When developing a probability model for a random variable, it is often more useful to express the expected frequency of different outcomes in terms of probabilities that vary between 0 and 1 instead of using raw frequency counts. You can derive these y-axis probabilities by computing the number of observations that fall within a given interval and then dividing that number by the total number of observations. If you do this for each interval, you will get the probability distribution for your random variable (as shown in Figure 2).

Note that the male height probability distribution in Figure 2 is identical in shape to the frequency distribution. The only difference is that y-axis now measures probability density instead of frequencies.


Figure 2. Probability distribution for a random variable
Probability distribution for a random variable

Once you have clearly defined the random variable you are interested in, the next step is to measure the values your random variable generates. Ultimately you want to use this empirical information to construct the observed probability distribution for your random variable.

The graph of the observed probability distribution may immediately suggest a theoretical probability distribution (such as, a normal distribution). You can use a theoretical distribution, in lieu of the observed probability distribution, to derive inferences about the probability of observing various types of outcomes of concern.

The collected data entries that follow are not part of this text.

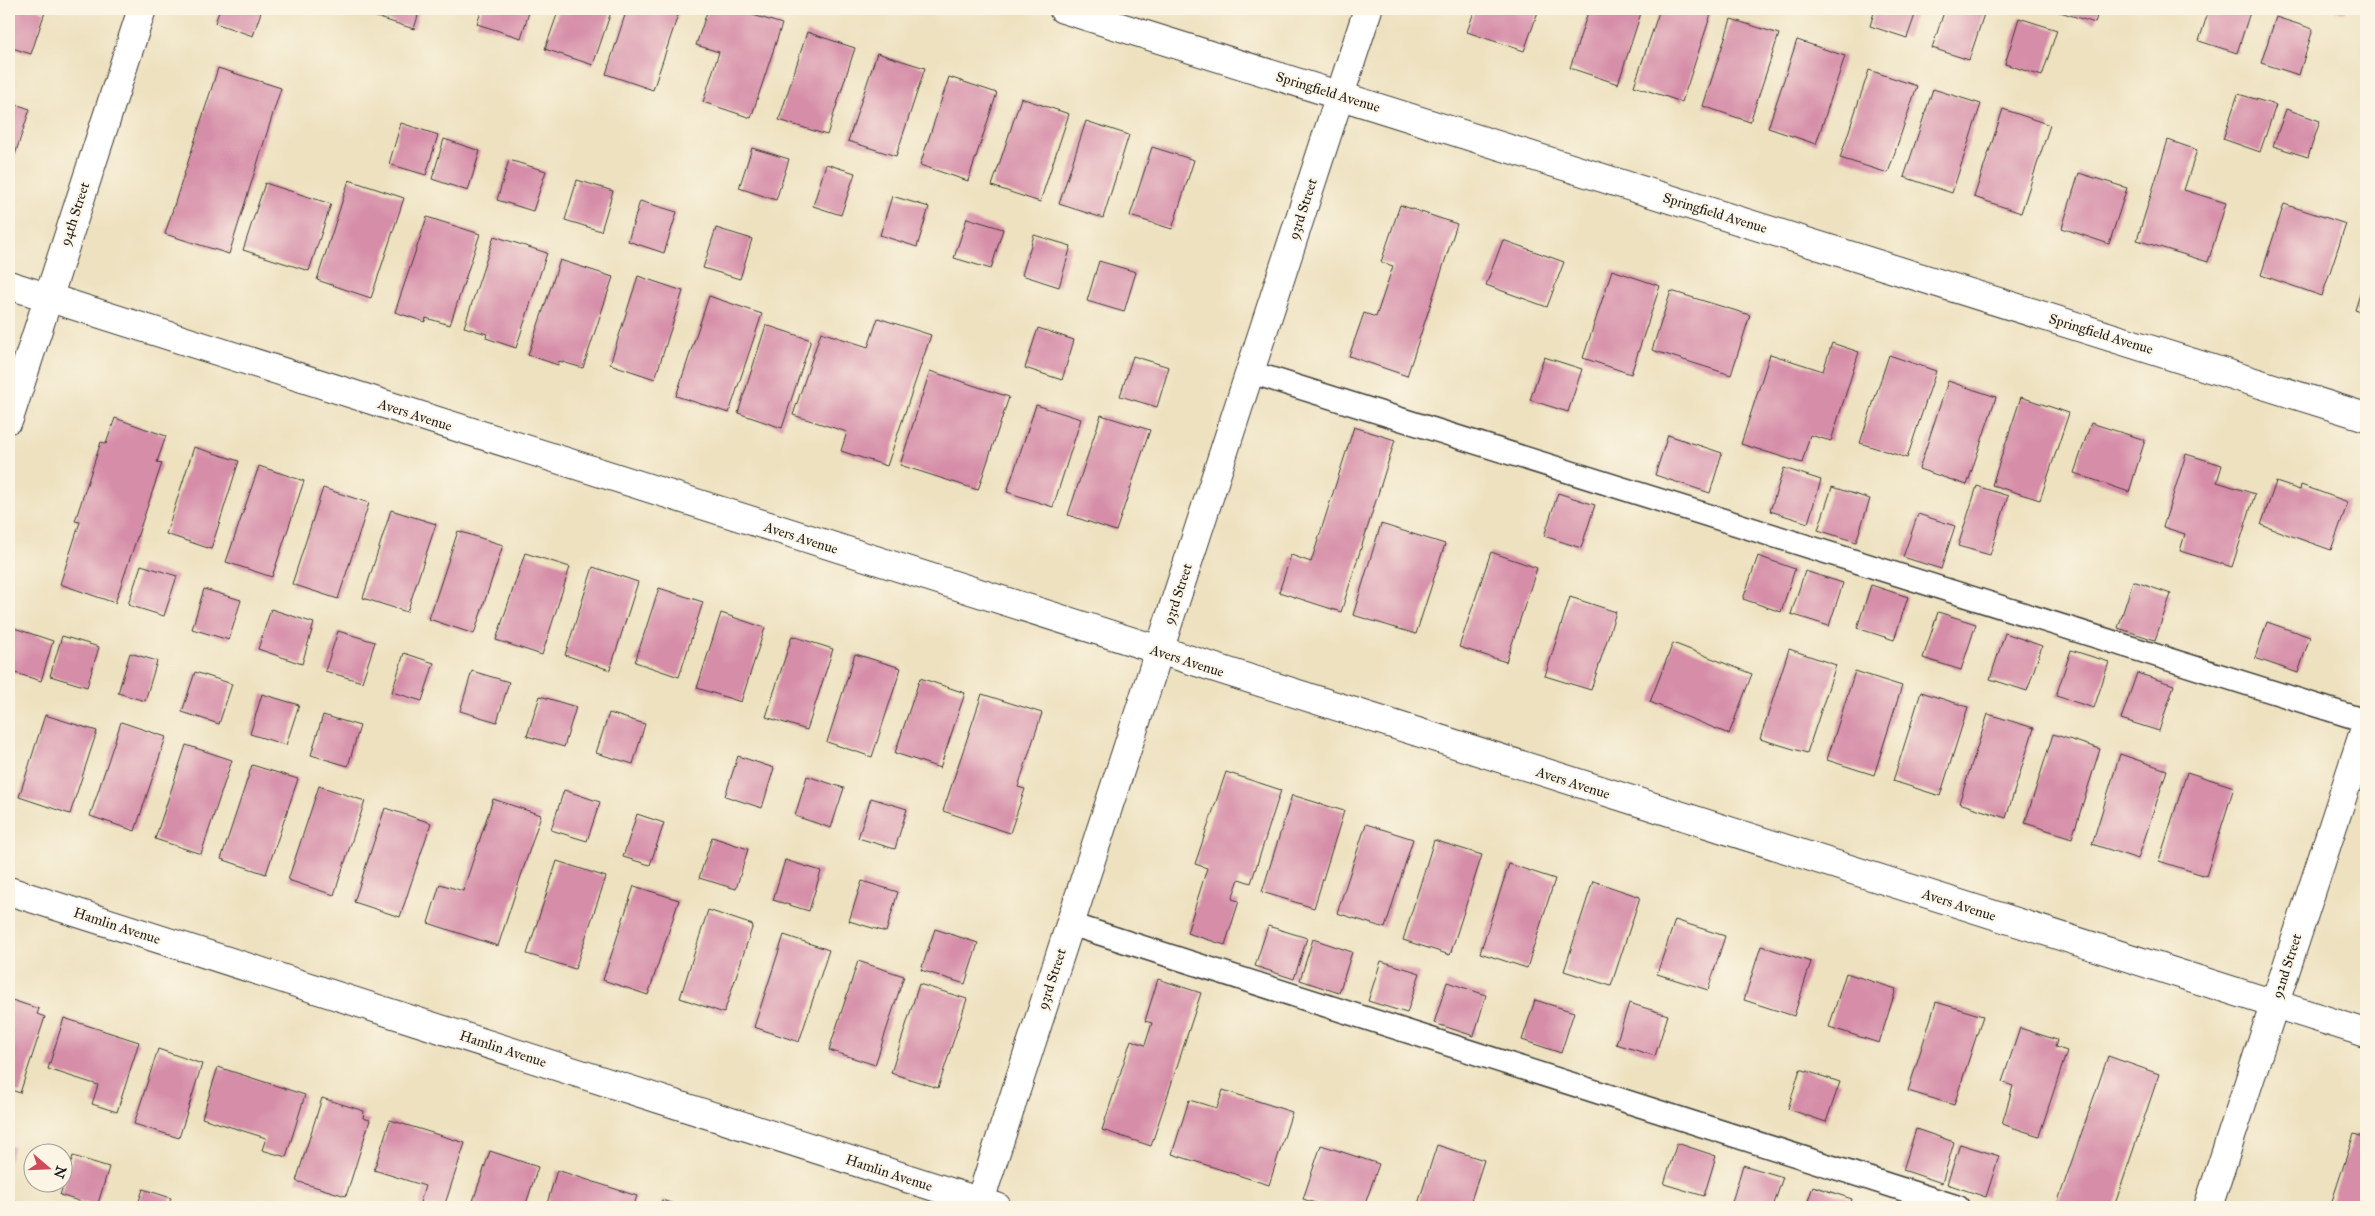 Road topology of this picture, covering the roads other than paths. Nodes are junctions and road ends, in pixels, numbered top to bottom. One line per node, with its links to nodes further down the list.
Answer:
1 (142, 9): 6 (street, 94th Street)
2 (1063, 9): 4 (street, Springfield Avenue)
3 (1368, 9): 4 (street, 93rd Street)
4 (1340, 95): 7 (street, 93rd Street); 8 (street, Springfield Avenue)
5 (9, 285): 6 (street, Avers Avenue)
6 (48, 298): 9 (street, 94th Street); 10 (street, Avers Avenue)
7 (1250, 372): 10 (street, 93rd Street); 11 (lane)
8 (2366, 417)
9 (9, 419)
10 (1159, 652): 14 (street, 93rd Street); 15 (street, Avers Avenue)
11 (2366, 721)
12 (2366, 725): 15 (street, 92nd Street)
13 (9, 891): 17 (street, Hamlin Avenue)
14 (1070, 924): 17 (street, 93rd Street); 18 (lane)
15 (2275, 1004): 16 (street, Avers Avenue); 19 (street, 92nd Street)
16 (2366, 1033)
17 (985, 1205)
18 (1958, 1207)
19 (2208, 1207) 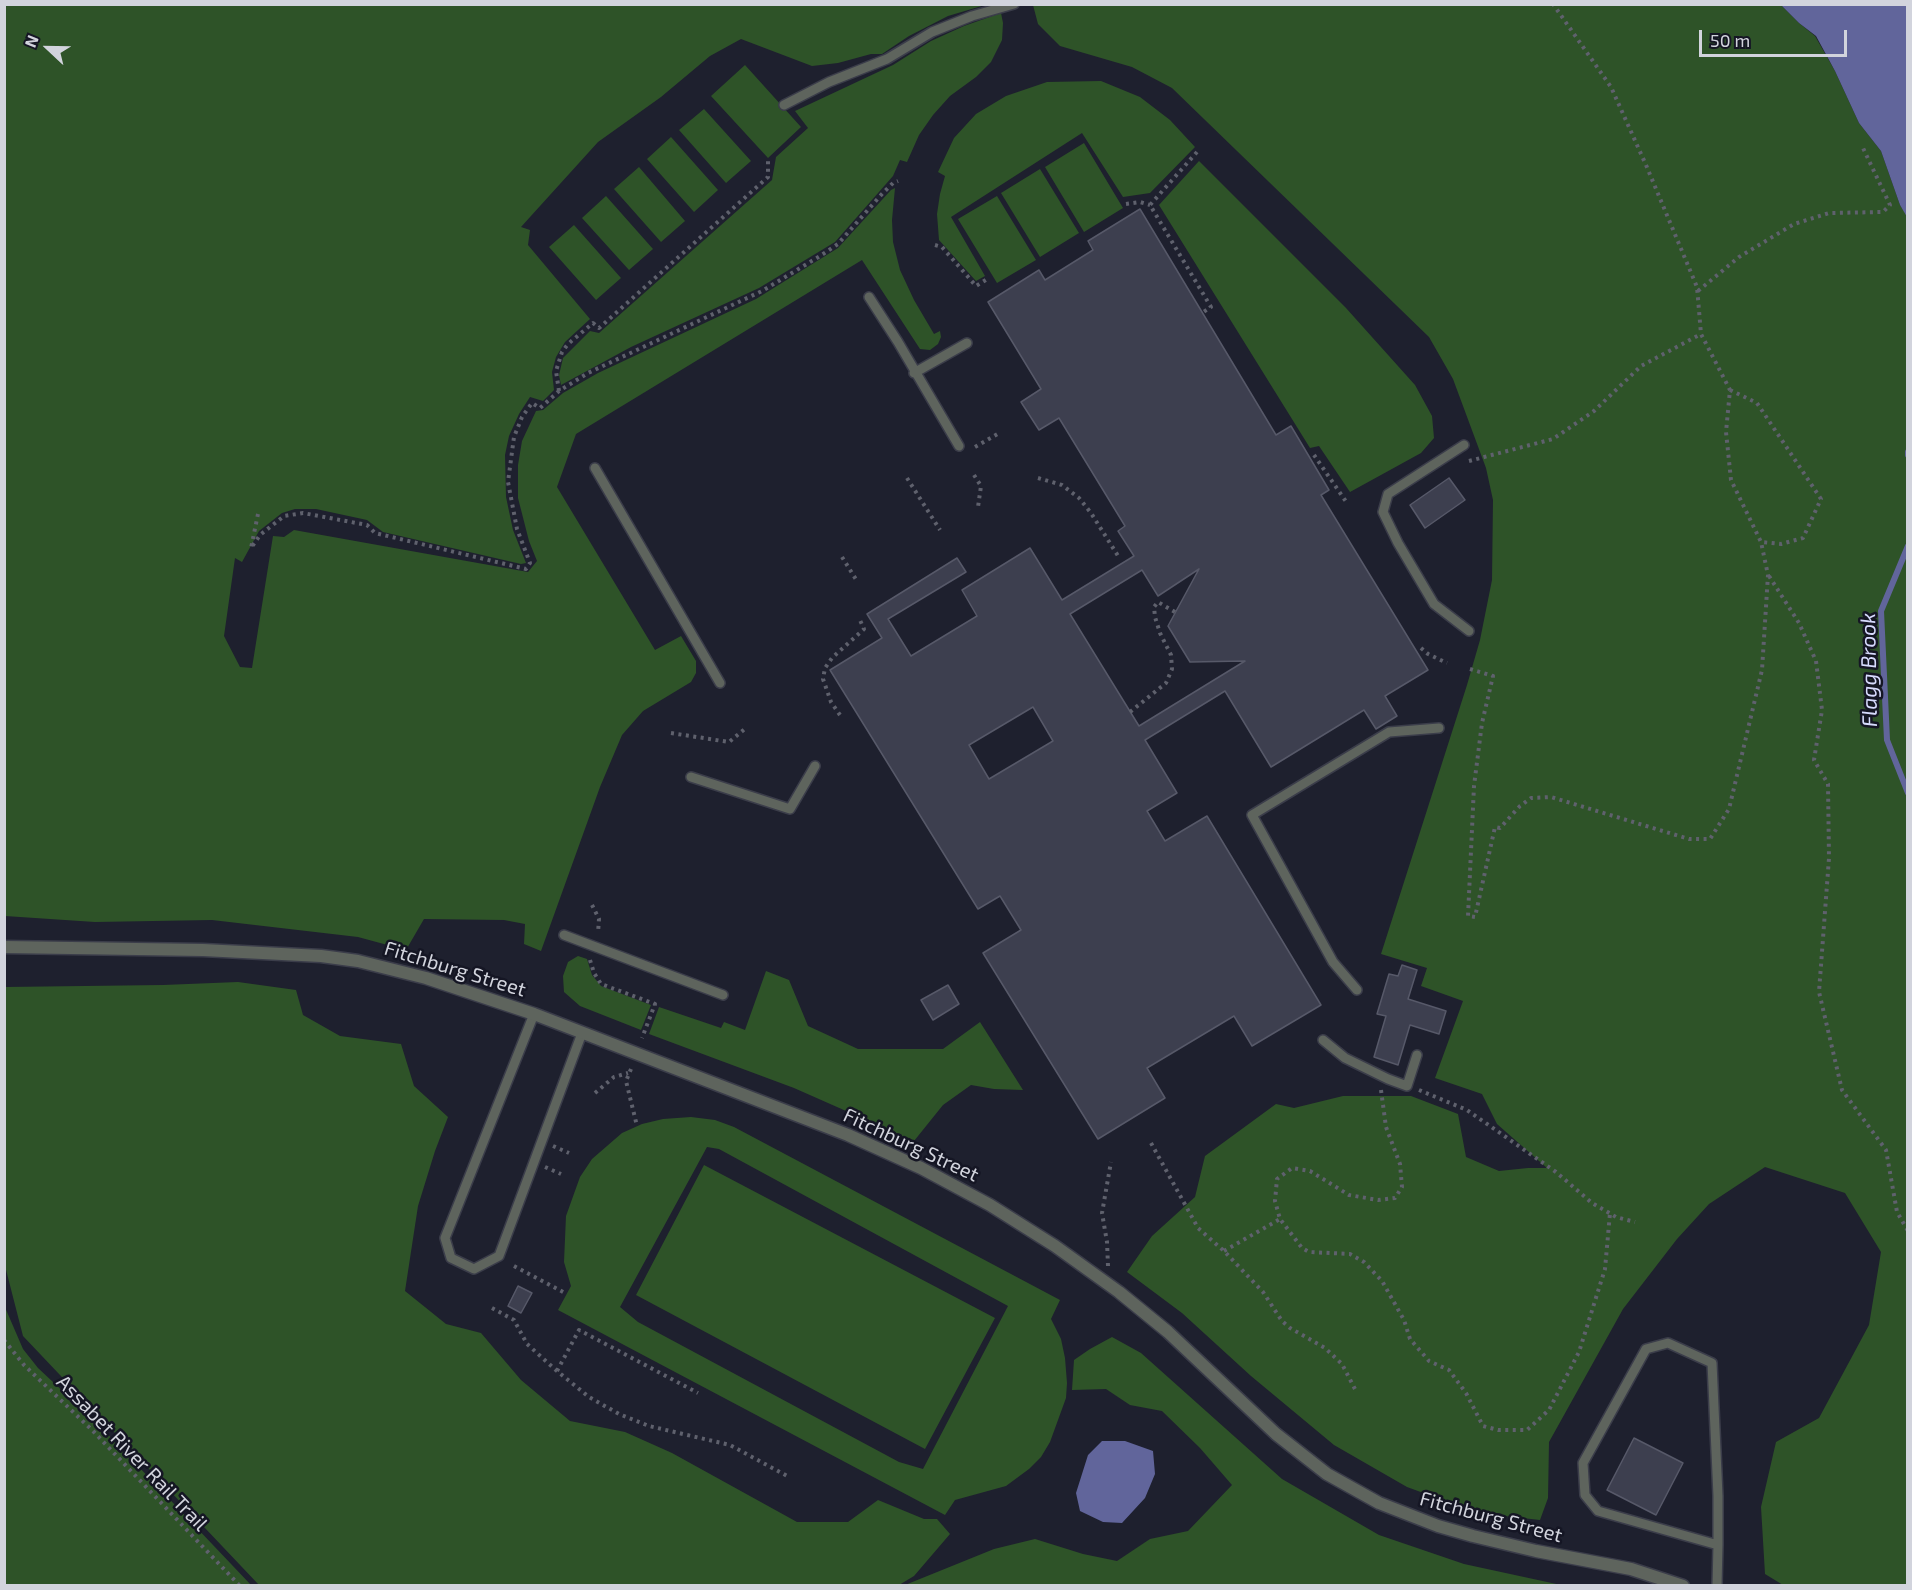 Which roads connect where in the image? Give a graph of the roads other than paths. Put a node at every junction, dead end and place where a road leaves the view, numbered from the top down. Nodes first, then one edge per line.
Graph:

In other words, after you clearly define your random variable (for instance, customer orders per week), then gather measurements of it (through experiments, questionnaires, sales logs, access logs, data mining), you can proceed to the model-fitting stage to:

  • Plot your observed probability distribution
  • Find a theoretical probability distribution to use in place of the observed probability distribution

Model fitting

In the model-fitting stage, your goal is to replace the observed probability distribution with a better understood theoretical probability distribution. This substitution enables you to more easily make probability statements about your random variable (variables such as "What is the probability of meeting someone seven feet tall?"; "What is the probability of getting 10 orders this week?"; or "What is the probability of getting a visitor to the Web site in the next 10 minutes?").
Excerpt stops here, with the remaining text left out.